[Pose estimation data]
------------------------------------------------

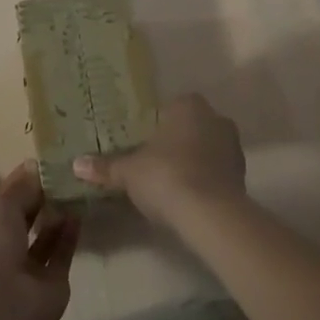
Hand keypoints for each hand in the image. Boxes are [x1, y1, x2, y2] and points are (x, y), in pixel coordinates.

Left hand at [0, 162, 78, 319]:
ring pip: (47, 235)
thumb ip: (21, 187)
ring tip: (77, 189)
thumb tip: (35, 165)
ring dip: (59, 215)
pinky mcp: (53, 281)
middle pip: (29, 216)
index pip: (8, 198)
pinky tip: (80, 214)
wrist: (2, 308)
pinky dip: (70, 235)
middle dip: (44, 197)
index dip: (25, 180)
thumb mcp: (1, 207)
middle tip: (68, 173)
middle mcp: (8, 245)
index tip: (48, 160)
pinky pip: (63, 253)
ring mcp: (30, 266)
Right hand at [72, 93, 246, 229]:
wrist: (210, 214)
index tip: (144, 140)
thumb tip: (76, 165)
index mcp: (188, 106)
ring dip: (194, 160)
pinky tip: (187, 197)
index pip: (173, 105)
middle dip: (177, 140)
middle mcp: (215, 119)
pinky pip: (217, 171)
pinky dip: (205, 180)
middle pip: (192, 126)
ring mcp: (233, 148)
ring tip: (170, 181)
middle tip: (154, 159)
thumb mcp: (128, 172)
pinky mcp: (242, 177)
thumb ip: (105, 167)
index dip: (158, 122)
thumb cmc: (165, 176)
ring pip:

------------------------------------------------

§ Your task
For the lines above, output exactly those from the line containing "middle dip: (44, 197)" through the line containing "ring dip: (194, 160)", and skip the others.

§ Exercise answer
middle dip: (44, 197)
index dip: (25, 180)
thumb mcp: (1, 207)
middle tip: (68, 173)
middle mcp: (8, 245)
index tip: (48, 160)
pinky pip: (63, 253)
ring mcp: (30, 266)
Right hand at [72, 93, 246, 229]:
wrist: (210, 214)
index tip: (144, 140)
thumb tip: (76, 165)
index mcp: (188, 106)
ring dip: (194, 160)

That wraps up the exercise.